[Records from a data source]
━━━━━━━━━━
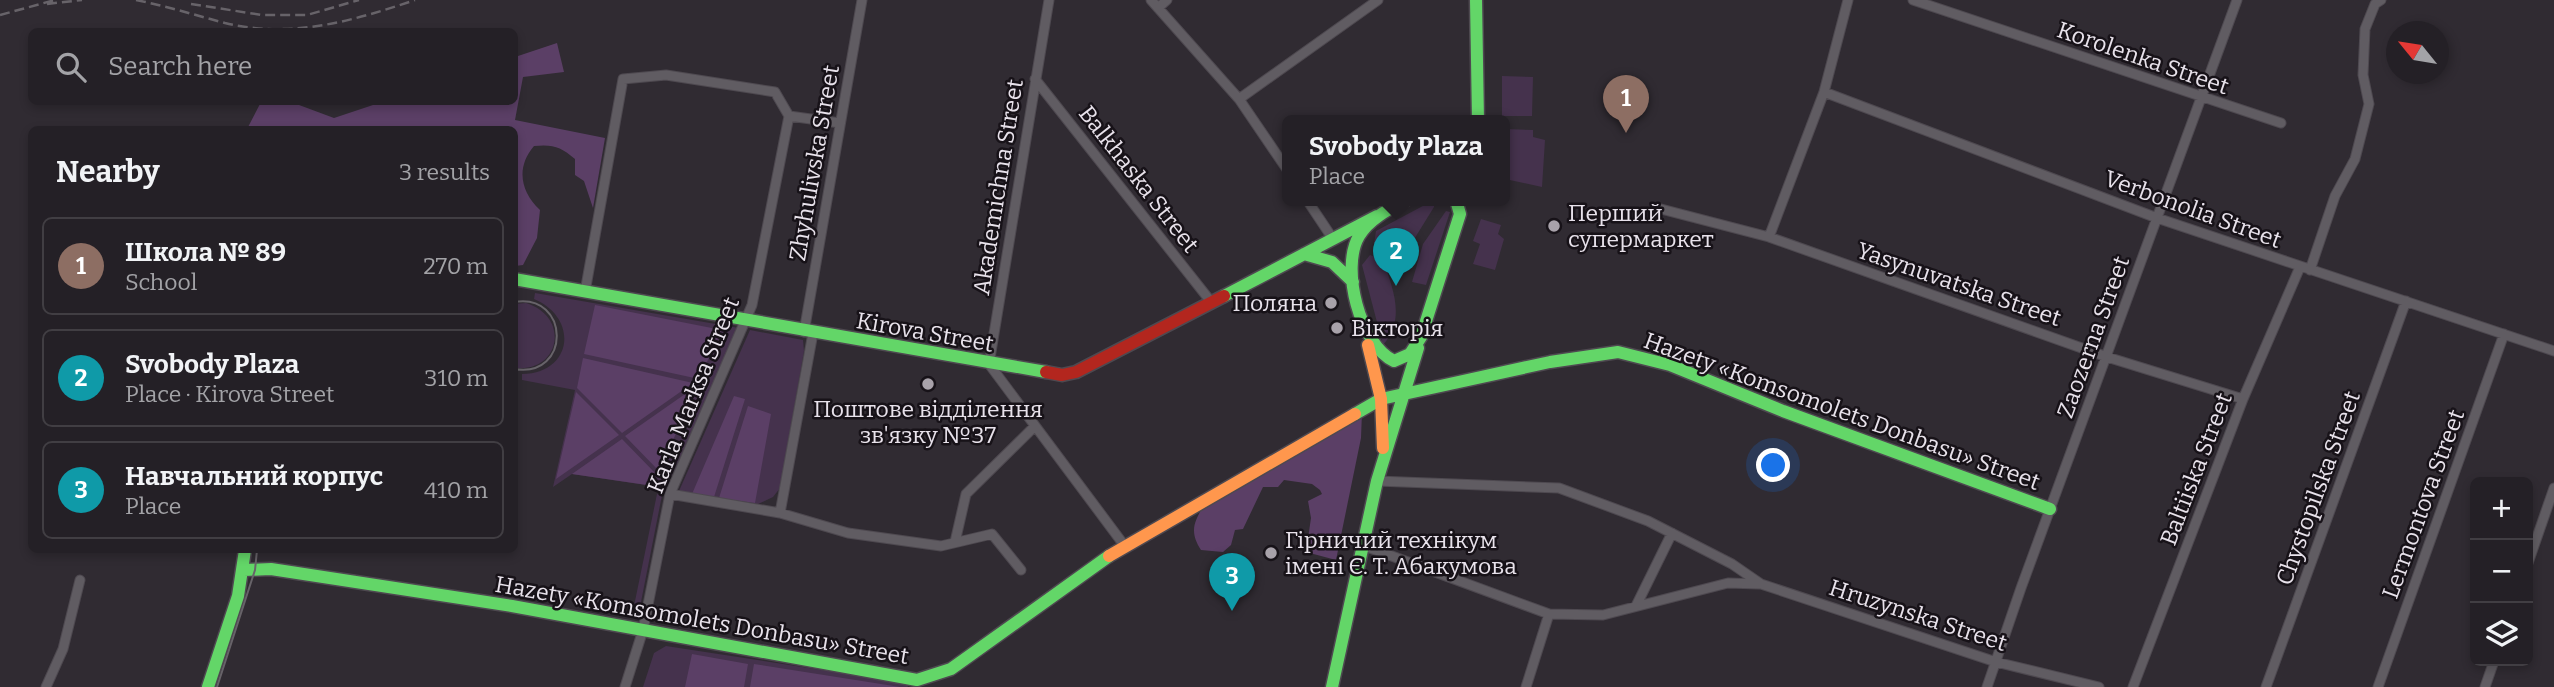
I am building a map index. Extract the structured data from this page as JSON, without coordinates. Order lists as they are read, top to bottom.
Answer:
{
  "streets": {
    "main road": ["Kirova Street", "Hazety «Komsomolets Donbasu» Street"],
    "street": [
      "Korolenka Street",
      "Zhyhulivska Street",
      "Balkhaska Street",
      "Akademichna Street",
      "Verbonolia Street",
      "Yasynuvatska Street",
      "Zaozerna Street",
      "Karla Marksa Street",
      "Baltiiska Street",
      "Chystopilska Street",
      "Lermontova Street",
      "Hruzynska Street"
    ]
  },
  "crossings": [
    ["Korolenka Street", "Zaozerna Street"],
    ["Zhyhulivska Street", "Kirova Street"],
    ["Balkhaska Street", "Akademichna Street"],
    ["Balkhaska Street", "Kirova Street"],
    ["Akademichna Street", "Kirova Street"],
    ["Verbonolia Street", "Zaozerna Street"],
    ["Verbonolia Street", "Baltiiska Street"],
    ["Verbonolia Street", "Chystopilska Street"],
    ["Verbonolia Street", "Lermontova Street"],
    ["Yasynuvatska Street", "Zaozerna Street"],
    ["Yasynuvatska Street", "Baltiiska Street"],
    ["Kirova Street", "Karla Marksa Street"],
    ["Kirova Street", "Hazety «Komsomolets Donbasu» Street"],
    ["Zaozerna Street", "Hazety «Komsomolets Donbasu» Street"],
    ["Zaozerna Street", "Hruzynska Street"],
    ["Karla Marksa Street", "Hazety «Komsomolets Donbasu» Street"]
  ],
  "places": [
    "Перший супермаркет",
    "Поляна",
    "Вікторія",
    "Поштове відділення зв'язку №37",
    "Гірничий технікум імені Є. Т. Абакумова"
  ],
  "north": "top left",
  "page": {
    "search": "Search here",
    "pins": ["1", "2", "3"],
    "popup": ["Svobody Plaza", "Place"],
    "heading": ["Nearby", "3 results"],
    "list": [
      {
        "mark": "1",
        "name": "Школа № 89",
        "note": "School",
        "value": "270 m"
      },
      {
        "mark": "2",
        "name": "Svobody Plaza",
        "note": "Place · Kirova Street",
        "value": "310 m"
      },
      {
        "mark": "3",
        "name": "Навчальний корпус",
        "note": "Place",
        "value": "410 m"
      }
    ],
    "map_buttons": ["+", "−"]
  }
}
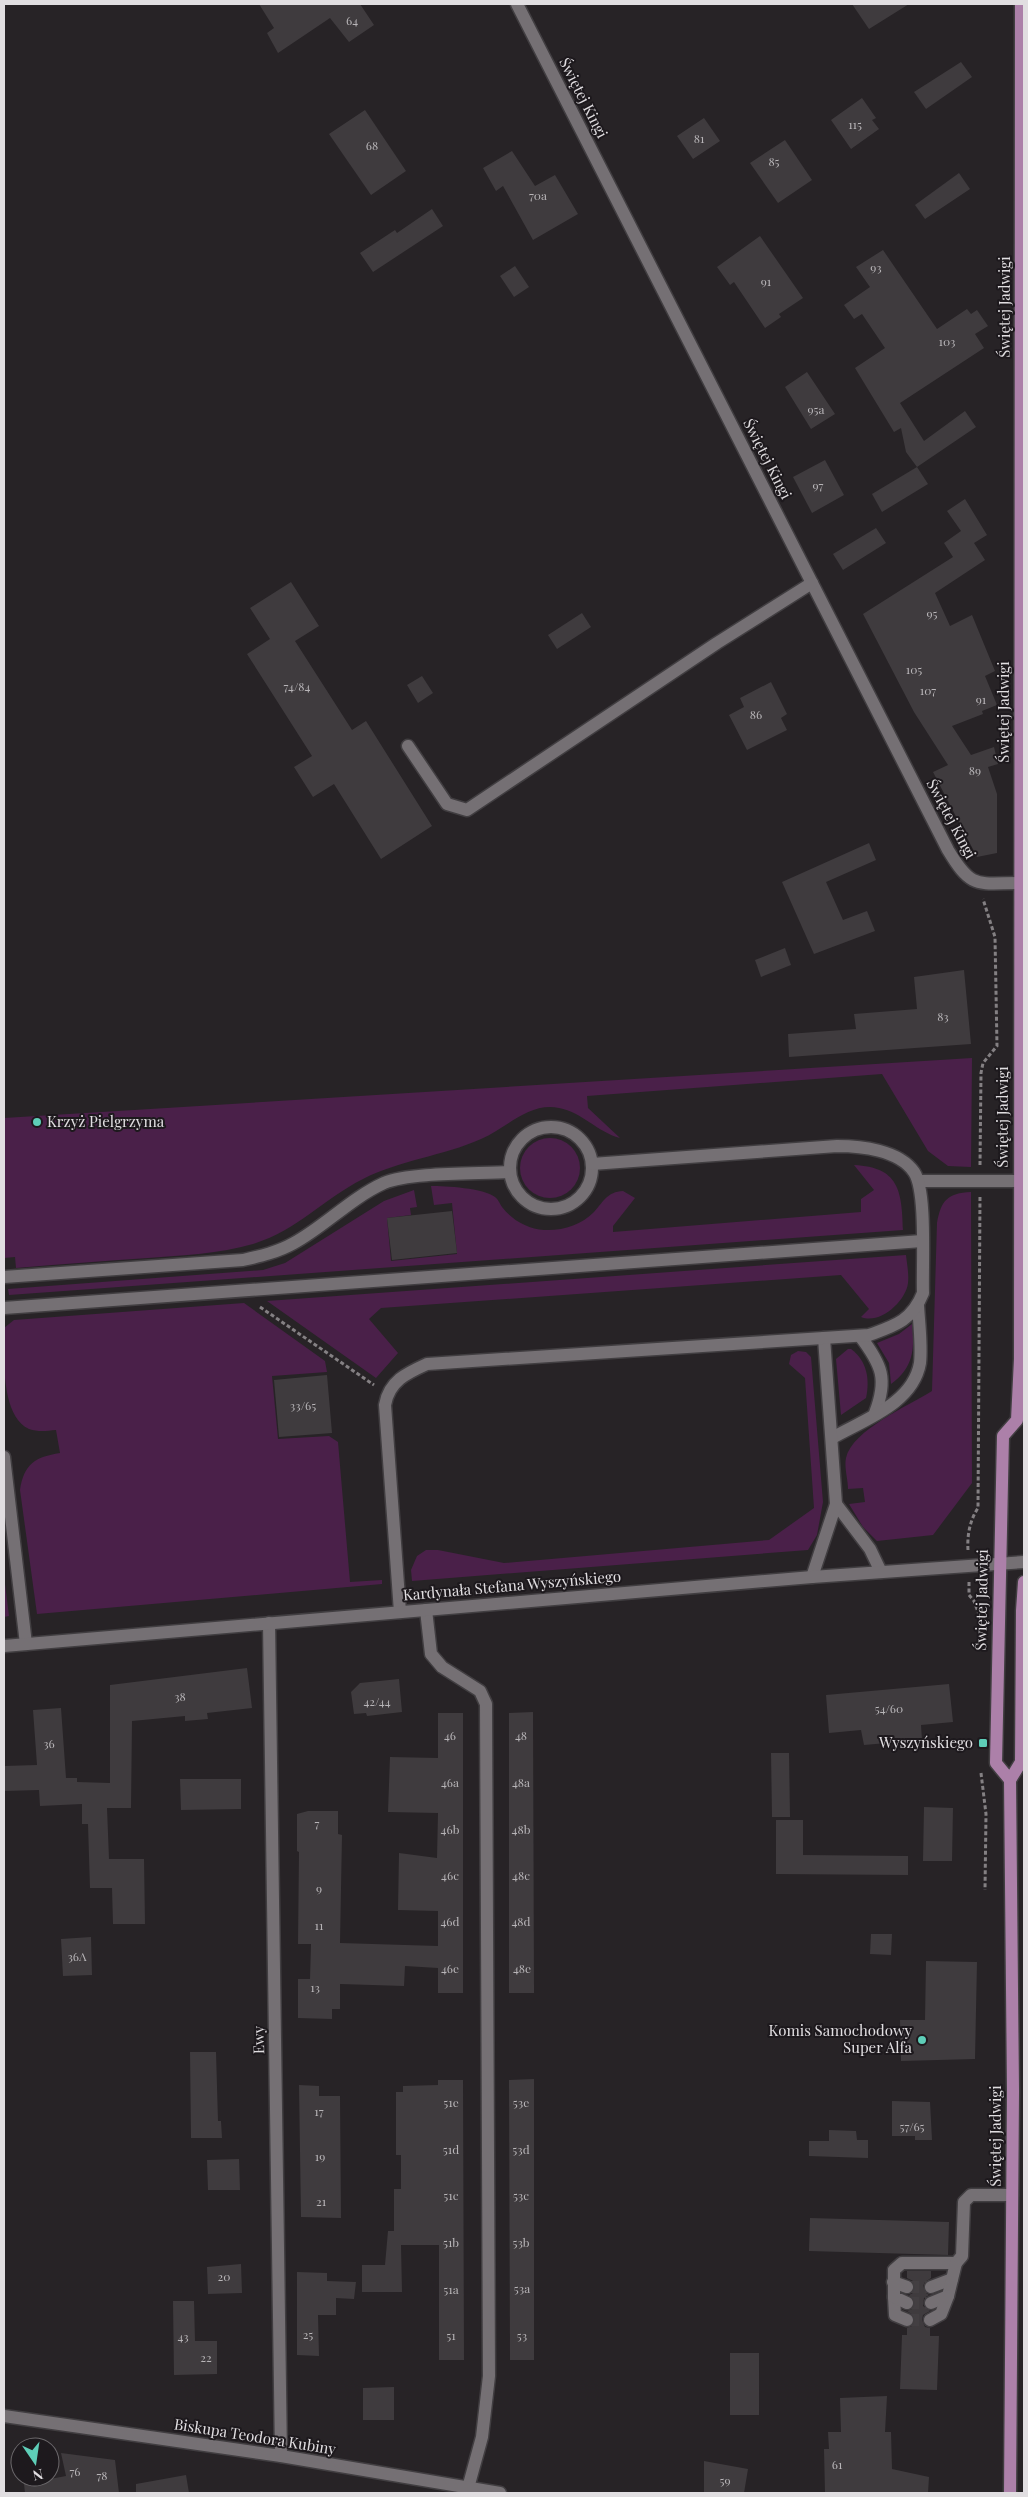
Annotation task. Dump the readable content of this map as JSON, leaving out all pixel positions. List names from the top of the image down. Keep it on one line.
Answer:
{"streets":{"main road":["Świętej Jadwigi"],"street":["Świętej Kingi","Kardynała Stefana Wyszyńskiego","Ewy","Biskupa Teodora Kubiny"]},"crossings":[["Świętej Kingi","Świętej Jadwigi"],["Świętej Jadwigi","Kardynała Stefana Wyszyńskiego"],["Kardynała Stefana Wyszyńskiego","Ewy"],["Ewy","Biskupa Teodora Kubiny"]],"places":{"other":["Krzyż Pielgrzyma","Komis Samochodowy Super Alfa"],"transit":["Wyszyńskiego"]},"house_numbers":["64","115","81","68","85","70a","93","91","103","95a","97","95","105","74/84","107","91","86","89","83","33/65","38","42/44","54/60","46","48","36","46a","48a","7","46b","48b","46c","48c","9","46d","48d","11","36A","46e","48e","13","51e","53e","17","57/65","51d","53d","19","51c","53c","21","51b","53b","20","53a","51a","25","51","53","43","22","61","76","78","59"],"north":"bottom"}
━━━━━━━━━━
Your task: What is needed here is an exact copy of every record, with the pictures left out.

Expected output:
I am building a map index. Extract the structured data from this page as JSON, without coordinates. Order lists as they are read, top to bottom.
Answer:
{
  "streets": {
    "main road": ["Kirova Street", "Hazety «Komsomolets Donbasu» Street"],
    "street": [
      "Korolenka Street",
      "Zhyhulivska Street",
      "Balkhaska Street",
      "Akademichna Street",
      "Verbonolia Street",
      "Yasynuvatska Street",
      "Zaozerna Street",
      "Karla Marksa Street",
      "Baltiiska Street",
      "Chystopilska Street",
      "Lermontova Street",
      "Hruzynska Street"
    ]
  },
  "crossings": [
    ["Korolenka Street", "Zaozerna Street"],
    ["Zhyhulivska Street", "Kirova Street"],
    ["Balkhaska Street", "Akademichna Street"],
    ["Balkhaska Street", "Kirova Street"],
    ["Akademichna Street", "Kirova Street"],
    ["Verbonolia Street", "Zaozerna Street"],
    ["Verbonolia Street", "Baltiiska Street"],
    ["Verbonolia Street", "Chystopilska Street"],
    ["Verbonolia Street", "Lermontova Street"],
    ["Yasynuvatska Street", "Zaozerna Street"],
    ["Yasynuvatska Street", "Baltiiska Street"],
    ["Kirova Street", "Karla Marksa Street"],
    ["Kirova Street", "Hazety «Komsomolets Donbasu» Street"],
    ["Zaozerna Street", "Hazety «Komsomolets Donbasu» Street"],
    ["Zaozerna Street", "Hruzynska Street"],
    ["Karla Marksa Street", "Hazety «Komsomolets Donbasu» Street"]
  ],
  "places": [
    "Перший супермаркет",
    "Поляна",
    "Вікторія",
    "Поштове відділення зв'язку №37",
    "Гірничий технікум імені Є. Т. Абакумова"
  ],
  "north": "top left",
  "page": {
    "search": "Search here",
    "pins": ["1", "2", "3"],
    "popup": ["Svobody Plaza", "Place"],
    "heading": ["Nearby", "3 results"],
    "list": [
      {
        "mark": "1",
        "name": "Школа № 89",
        "note": "School",
        "value": "270 m"
      },
      {
        "mark": "2",
        "name": "Svobody Plaza",
        "note": "Place · Kirova Street",
        "value": "310 m"
      },
      {
        "mark": "3",
        "name": "Навчальний корпус",
        "note": "Place",
        "value": "410 m"
      }
    ],
    "map_buttons": ["+", "−"]
  }
}
Annotation task. Dump the readable content of this map as JSON, leaving out all pixel positions. List names from the top of the image down. Keep it on one line.
Answer:
{"streets":{"main road":["Świętej Jadwigi"],"street":["Świętej Kingi","Kardynała Stefana Wyszyńskiego","Ewy","Biskupa Teodora Kubiny"]},"crossings":[["Świętej Kingi","Świętej Jadwigi"],["Świętej Jadwigi","Kardynała Stefana Wyszyńskiego"],["Kardynała Stefana Wyszyńskiego","Ewy"],["Ewy","Biskupa Teodora Kubiny"]],"places":{"other":["Krzyż Pielgrzyma","Komis Samochodowy Super Alfa"],"transit":["Wyszyńskiego"]},"house_numbers":["64","115","81","68","85","70a","93","91","103","95a","97","95","105","74/84","107","91","86","89","83","33/65","38","42/44","54/60","46","48","36","46a","48a","7","46b","48b","46c","48c","9","46d","48d","11","36A","46e","48e","13","51e","53e","17","57/65","51d","53d","19","51c","53c","21","51b","53b","20","53a","51a","25","51","53","43","22","61","76","78","59"],"north":"bottom"}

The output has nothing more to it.